The president’s own rhetoric betrayed the difficulty of arguing otherwise. It had all the markers of the announcement of a new program. He said he wasn’t changing U.S. immigration law and wasn’t changing anyone’s legal status and yet he also said he was offering a select class of illegal immigrants a deal: “If you meet the criteria, you can come out of the shadows and get right with the law.” Of course, people who take his deal wouldn’t be any more right with the law after taking it than before. They would be treated differently by the agencies enforcing that law because the president would like to treat them differently. But the president and his speechwriters understandably could not resist describing that change in treatment as effectively a change in status.

The problem was even clearer when the president turned to addressing the question of his authority to act:

And to those members of Congress who question my authority to make our immigration system work better or question the wisdom of me acting where Congress has failed, I have one answer: Pass a bill. I want to work with both parties to pass a more permanent legislative solution. And the day I sign that bill into law, the actions I take will no longer be necessary.

What we see here is the president describing his action as legislative in character. If Congress questions his authority, it should act where he has acted; if Congress acts then his own action would be deemed unnecessary. He is saying he has stepped into a legislative space that Congress has declined to occupy.

And this, after all, is the basic problem. The first sentence of the first article of the United States Constitution says “All legislative Powers herein granted shall be vested in a Congress of the United States.” All of them. The key question about the steps the president announced last night is whether they can be plausibly described as faithfully executing an existing law or whether they are instead best understood as effectively making law.

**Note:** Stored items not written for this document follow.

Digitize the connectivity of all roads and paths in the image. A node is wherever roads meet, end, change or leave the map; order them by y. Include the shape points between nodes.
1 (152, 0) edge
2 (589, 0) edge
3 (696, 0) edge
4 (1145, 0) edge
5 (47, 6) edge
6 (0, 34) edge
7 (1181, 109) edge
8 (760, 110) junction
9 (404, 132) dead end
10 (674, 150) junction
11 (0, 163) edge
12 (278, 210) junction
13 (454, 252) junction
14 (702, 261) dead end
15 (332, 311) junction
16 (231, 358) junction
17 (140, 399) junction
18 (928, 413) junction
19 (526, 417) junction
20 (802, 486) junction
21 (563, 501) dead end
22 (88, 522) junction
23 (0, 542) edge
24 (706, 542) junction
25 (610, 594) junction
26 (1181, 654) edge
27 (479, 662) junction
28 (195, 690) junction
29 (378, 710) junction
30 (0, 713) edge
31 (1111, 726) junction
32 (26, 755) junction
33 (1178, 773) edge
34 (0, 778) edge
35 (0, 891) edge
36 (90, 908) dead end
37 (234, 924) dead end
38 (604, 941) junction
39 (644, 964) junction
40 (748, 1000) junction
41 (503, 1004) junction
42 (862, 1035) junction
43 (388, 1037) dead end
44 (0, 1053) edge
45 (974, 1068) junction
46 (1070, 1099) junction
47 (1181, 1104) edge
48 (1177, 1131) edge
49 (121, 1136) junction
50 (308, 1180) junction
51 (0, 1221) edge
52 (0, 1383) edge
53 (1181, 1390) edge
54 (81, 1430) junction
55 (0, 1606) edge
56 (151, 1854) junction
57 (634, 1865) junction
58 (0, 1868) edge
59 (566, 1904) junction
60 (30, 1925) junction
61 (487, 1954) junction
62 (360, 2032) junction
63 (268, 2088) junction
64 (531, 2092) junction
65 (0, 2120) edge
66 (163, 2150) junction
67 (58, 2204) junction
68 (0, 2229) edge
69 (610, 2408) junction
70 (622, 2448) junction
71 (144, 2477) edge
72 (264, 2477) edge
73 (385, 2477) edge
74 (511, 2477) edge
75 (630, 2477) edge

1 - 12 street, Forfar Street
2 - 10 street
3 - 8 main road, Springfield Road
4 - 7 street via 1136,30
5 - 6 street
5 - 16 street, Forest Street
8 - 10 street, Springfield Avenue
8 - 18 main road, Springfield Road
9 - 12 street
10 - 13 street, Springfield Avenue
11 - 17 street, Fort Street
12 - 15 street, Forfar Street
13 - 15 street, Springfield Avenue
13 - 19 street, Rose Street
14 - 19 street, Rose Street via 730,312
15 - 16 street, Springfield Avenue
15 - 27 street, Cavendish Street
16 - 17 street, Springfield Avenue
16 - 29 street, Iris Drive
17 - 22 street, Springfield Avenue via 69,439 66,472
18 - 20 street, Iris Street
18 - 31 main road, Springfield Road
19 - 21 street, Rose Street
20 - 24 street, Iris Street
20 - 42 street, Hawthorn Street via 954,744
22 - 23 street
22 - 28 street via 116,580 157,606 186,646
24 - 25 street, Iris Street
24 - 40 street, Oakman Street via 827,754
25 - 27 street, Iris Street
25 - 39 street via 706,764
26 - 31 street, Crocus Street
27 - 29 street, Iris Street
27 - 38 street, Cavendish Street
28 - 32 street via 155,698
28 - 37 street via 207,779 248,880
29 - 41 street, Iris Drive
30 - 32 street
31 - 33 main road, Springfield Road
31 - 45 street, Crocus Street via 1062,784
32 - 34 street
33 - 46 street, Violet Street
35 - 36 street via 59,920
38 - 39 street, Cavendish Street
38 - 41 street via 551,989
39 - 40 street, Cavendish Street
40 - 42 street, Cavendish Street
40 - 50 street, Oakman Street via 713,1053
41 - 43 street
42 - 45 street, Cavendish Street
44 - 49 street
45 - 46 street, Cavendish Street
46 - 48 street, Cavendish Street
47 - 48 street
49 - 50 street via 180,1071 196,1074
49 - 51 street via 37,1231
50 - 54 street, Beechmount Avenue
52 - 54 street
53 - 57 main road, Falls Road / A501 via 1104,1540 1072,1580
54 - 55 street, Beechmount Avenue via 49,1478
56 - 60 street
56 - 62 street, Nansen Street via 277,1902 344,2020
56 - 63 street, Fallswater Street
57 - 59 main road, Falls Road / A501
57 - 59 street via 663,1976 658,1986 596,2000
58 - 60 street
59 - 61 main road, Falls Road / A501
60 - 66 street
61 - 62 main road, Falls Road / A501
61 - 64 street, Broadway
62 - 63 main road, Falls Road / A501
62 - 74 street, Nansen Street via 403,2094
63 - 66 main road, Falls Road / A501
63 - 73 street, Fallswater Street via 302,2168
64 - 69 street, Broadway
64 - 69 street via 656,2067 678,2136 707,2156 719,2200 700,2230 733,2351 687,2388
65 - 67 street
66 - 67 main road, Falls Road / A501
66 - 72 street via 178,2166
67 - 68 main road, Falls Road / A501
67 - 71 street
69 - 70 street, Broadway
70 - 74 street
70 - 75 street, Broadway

The administration’s lawyers in the Office of Legal Counsel at the Department of Justice have done their best to make the former case—and the document they produced is worth your close attention. It is filled with various interesting nuggets (for instance, I take the OLC to be strongly suggesting that DACA, the president’s prior executive action granting deferred action to people brought to America illegally as minors, is not legally defensible). But it is most interesting for its general thrust. The memo suggests, above all, that the case for Obama’s action as a permissible exercise of discretion can only be sustained if we focus very intensely on a few small details of the president’s action and completely ignore its context in the practical realities of the immigration debate in American politics and the place of that debate in our national life at the moment. In essence, Obama could confer the benefits he has conferred on the select group he has chosen because the members of that particular group (parents of American-citizen or legal-resident children) would ultimately have a path to legal status and citizenship through their children, who could petition on their behalf when they turn 21. So if we strain our eyes very hard, the benefit the president has offered them—deferred action and a work permit—can be understood as a stopgap before they are given that path to actually legal legalization. (The absence of such a justification for DACA is why I take the OLC to be suggesting DACA is on even thinner ice.) Even on these terms, OLC acknowledges the case is very hard to make, but it ultimately concludes it is possible.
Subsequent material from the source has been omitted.